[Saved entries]
◆ ◆ ◆
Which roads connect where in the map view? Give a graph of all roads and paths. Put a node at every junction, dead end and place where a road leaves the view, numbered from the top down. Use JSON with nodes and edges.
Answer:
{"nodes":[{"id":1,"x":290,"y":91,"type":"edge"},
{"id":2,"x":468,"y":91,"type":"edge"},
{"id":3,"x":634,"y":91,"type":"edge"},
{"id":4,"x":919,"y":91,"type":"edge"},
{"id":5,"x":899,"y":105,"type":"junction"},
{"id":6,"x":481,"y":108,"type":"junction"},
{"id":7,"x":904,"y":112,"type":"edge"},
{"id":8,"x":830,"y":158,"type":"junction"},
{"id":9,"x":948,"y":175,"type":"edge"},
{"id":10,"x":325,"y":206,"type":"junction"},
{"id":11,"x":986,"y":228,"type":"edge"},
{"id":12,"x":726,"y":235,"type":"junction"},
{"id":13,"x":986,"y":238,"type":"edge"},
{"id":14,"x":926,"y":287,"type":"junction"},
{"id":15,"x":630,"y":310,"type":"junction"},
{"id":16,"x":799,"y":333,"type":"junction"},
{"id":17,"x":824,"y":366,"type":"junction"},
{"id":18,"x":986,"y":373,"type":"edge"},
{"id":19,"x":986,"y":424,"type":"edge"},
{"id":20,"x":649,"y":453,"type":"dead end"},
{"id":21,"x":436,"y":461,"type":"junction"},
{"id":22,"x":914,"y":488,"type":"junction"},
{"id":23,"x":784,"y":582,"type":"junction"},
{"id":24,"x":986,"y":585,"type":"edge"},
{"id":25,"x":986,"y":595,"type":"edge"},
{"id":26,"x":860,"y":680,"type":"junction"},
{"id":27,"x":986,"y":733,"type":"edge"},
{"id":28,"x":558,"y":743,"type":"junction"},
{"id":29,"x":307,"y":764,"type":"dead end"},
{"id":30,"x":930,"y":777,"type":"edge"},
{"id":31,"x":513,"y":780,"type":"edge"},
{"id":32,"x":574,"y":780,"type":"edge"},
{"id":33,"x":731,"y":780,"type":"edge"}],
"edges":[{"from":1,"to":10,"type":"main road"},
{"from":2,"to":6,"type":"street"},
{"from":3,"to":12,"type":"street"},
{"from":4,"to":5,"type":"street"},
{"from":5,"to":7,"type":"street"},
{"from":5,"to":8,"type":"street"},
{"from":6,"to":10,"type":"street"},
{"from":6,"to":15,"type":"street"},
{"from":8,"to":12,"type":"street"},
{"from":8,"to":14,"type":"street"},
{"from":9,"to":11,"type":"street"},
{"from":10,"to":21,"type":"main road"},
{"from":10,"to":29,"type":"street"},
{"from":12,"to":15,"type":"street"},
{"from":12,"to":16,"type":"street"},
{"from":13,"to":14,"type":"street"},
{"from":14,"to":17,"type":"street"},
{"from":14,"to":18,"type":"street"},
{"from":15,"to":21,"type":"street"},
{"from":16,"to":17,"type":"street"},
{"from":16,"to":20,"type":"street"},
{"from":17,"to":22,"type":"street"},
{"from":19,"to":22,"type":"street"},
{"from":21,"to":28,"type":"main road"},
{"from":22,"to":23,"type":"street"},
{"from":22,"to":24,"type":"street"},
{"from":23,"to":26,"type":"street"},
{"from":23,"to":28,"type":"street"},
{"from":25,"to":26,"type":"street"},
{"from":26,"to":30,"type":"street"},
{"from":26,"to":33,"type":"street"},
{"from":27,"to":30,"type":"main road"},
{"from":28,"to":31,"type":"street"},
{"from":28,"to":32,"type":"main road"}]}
◆ ◆ ◆
§ Problem statement
Whenever the word "edges" occurs in a line of the records, that line counts once; state the total alone.

§ Result of the exercise
2